Analysis of San Francisco Michelin Recipients and Culinary EducationAdviser | Saturday, February 12th, 2011 | 2 Comments »
The San Francisco’s Michelin Star breakdown reveals that those that are considered to be at the highest level of refined cooking does not require a formal classroom-based culinary education although a culinary degree can be useful.
Neither Thomas Keller no Christopher Kostow attended culinary school although Kostow, as well as 1 star winner Mark Sullivan, earned a degree in Philosophy. Both of these chefs earned 3 Michelin Stars.
Amongst the 2 star winners, only David Kinch attended culinary school and he had graduated from Johnson & Wales in 1981. Douglas Keane is a college graduate but of Cornell’s acclaimed School of Hospitality Management.
The California Culinary Academy can boast that they have 5 recipients that received 1 Michelin Star. CCA is now known as Le Cordon Bleu San Francisco.
Another local school showed as Tante Marie Cooking School had two Michelin recipients with Executive Pastry Chefs Mie Uchida and Melissa Chou.
However, most of those awarded Michelin Stars attended culinary school outside of the Bay area.
Once again, the Culinary Institute of America carried the majority of recipients that attended culinary school with a total of 8 while Johnson & Wales had three graduates on the list. This makes sense as Johnson & Wales is across the country and although they have prestige, it does not match the CIA when it comes to reputation.
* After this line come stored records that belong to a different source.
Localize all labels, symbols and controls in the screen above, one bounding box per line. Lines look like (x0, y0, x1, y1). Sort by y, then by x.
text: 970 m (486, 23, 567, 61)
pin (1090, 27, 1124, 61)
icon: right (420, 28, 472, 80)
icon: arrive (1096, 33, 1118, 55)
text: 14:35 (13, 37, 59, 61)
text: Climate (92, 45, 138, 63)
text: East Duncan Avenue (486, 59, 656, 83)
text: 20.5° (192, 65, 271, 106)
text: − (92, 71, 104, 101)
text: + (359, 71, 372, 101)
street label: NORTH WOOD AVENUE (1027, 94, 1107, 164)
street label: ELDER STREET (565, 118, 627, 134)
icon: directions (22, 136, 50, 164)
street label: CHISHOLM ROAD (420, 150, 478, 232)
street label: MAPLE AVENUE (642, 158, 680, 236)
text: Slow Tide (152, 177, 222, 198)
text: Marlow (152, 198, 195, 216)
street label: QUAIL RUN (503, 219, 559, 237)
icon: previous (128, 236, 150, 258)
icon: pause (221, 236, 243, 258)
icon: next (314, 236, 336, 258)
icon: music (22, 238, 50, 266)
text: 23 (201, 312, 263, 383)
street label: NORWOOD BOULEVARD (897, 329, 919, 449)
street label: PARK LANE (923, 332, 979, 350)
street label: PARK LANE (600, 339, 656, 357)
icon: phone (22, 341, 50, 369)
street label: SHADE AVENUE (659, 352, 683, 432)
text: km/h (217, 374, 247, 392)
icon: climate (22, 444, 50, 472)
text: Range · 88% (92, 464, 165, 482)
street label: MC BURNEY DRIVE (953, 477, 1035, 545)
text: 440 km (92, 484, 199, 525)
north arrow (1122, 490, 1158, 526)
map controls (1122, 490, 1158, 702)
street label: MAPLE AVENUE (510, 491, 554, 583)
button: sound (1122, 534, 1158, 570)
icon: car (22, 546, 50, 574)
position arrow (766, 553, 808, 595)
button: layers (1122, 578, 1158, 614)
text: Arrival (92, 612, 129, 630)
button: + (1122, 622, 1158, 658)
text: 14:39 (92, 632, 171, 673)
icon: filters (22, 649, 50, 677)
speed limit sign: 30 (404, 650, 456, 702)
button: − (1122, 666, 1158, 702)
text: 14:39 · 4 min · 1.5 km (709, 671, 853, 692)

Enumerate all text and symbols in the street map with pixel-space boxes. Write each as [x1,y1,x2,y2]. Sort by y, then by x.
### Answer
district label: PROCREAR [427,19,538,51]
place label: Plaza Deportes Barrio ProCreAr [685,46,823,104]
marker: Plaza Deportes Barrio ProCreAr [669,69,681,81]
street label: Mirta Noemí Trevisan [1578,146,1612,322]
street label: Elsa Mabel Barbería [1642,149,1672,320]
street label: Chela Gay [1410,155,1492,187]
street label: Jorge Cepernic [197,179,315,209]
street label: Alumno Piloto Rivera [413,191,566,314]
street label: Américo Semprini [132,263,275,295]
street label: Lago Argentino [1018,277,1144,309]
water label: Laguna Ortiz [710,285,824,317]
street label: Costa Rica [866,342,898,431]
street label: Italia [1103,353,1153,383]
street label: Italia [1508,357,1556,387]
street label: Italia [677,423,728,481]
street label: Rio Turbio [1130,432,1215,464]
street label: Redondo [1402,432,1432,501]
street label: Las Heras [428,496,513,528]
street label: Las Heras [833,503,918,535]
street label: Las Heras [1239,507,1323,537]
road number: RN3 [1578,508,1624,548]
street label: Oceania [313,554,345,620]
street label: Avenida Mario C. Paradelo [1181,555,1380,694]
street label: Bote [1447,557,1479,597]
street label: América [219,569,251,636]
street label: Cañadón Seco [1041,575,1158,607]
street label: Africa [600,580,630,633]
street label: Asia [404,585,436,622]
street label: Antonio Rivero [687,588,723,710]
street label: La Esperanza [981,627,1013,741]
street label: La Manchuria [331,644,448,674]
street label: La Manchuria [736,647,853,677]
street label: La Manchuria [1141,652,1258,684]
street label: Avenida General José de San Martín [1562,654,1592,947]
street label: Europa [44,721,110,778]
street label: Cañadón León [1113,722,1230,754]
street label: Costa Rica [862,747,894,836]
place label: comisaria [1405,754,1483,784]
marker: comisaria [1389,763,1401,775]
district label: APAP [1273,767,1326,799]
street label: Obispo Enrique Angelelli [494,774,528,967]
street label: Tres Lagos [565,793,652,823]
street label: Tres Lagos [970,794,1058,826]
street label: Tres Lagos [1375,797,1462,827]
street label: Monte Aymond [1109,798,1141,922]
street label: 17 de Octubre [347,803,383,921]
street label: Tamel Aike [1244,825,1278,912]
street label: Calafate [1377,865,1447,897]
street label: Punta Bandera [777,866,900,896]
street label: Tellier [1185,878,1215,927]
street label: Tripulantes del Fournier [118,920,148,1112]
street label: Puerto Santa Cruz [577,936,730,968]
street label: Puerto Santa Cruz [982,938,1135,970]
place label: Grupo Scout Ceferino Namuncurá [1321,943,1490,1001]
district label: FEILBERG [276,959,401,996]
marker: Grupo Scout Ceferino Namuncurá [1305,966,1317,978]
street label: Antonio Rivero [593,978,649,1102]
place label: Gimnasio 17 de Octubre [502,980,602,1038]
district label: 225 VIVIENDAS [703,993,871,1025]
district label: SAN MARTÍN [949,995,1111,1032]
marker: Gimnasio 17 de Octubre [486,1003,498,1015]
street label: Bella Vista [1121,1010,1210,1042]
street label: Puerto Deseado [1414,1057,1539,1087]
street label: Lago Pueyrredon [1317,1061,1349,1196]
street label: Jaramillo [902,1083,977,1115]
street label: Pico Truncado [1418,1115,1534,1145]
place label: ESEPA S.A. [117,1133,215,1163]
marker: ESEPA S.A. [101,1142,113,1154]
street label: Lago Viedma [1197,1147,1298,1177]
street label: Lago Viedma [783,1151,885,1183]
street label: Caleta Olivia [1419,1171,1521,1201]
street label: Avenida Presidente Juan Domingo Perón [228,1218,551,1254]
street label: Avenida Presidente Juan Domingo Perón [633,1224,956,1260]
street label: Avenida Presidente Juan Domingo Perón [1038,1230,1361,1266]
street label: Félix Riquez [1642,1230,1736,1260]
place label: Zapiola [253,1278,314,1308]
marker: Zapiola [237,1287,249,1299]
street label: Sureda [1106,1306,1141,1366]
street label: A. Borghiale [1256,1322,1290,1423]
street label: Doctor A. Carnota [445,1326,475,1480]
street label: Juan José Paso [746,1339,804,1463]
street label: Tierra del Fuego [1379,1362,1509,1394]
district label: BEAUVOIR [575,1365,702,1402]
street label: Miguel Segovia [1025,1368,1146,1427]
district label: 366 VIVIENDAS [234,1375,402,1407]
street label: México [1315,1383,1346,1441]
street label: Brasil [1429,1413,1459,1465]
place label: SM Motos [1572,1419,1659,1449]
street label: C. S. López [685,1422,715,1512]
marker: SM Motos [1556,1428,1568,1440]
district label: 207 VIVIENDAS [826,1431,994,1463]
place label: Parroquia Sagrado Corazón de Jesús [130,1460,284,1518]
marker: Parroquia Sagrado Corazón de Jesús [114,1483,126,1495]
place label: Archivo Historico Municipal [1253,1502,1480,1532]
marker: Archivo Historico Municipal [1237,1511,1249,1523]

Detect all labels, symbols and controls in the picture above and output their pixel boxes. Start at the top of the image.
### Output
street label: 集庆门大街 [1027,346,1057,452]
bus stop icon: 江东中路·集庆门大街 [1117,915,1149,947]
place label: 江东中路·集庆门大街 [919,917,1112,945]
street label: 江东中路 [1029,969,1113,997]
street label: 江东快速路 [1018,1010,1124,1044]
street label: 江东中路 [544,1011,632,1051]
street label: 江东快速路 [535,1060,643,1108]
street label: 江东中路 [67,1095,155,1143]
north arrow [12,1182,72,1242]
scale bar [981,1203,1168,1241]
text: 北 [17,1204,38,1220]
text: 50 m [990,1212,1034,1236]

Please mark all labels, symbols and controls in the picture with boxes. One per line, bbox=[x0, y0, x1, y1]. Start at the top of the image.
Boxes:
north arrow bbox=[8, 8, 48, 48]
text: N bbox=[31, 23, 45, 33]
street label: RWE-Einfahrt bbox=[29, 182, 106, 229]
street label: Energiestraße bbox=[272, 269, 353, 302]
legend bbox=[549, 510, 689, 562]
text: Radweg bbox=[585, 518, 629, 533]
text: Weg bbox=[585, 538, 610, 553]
The French Culinary Institute of Manhattan had two on the list and there were three chefs that had attended culinary school but did so outside of the United States.
Education in general is not to be dismissed and it is important to see other areas of study some of these recipients focused in. There were those that studied business and economics like Richard Reddington, Dominique Creen, and Mourhad Lahlou. Other chefs found studying Art beneficial such as Nancy Oakes who graduated from San Francisco.
As one can see, attending culinary school can help you reach excellence but it is not the only way.
What do you say? Agree or disagree with this analysis?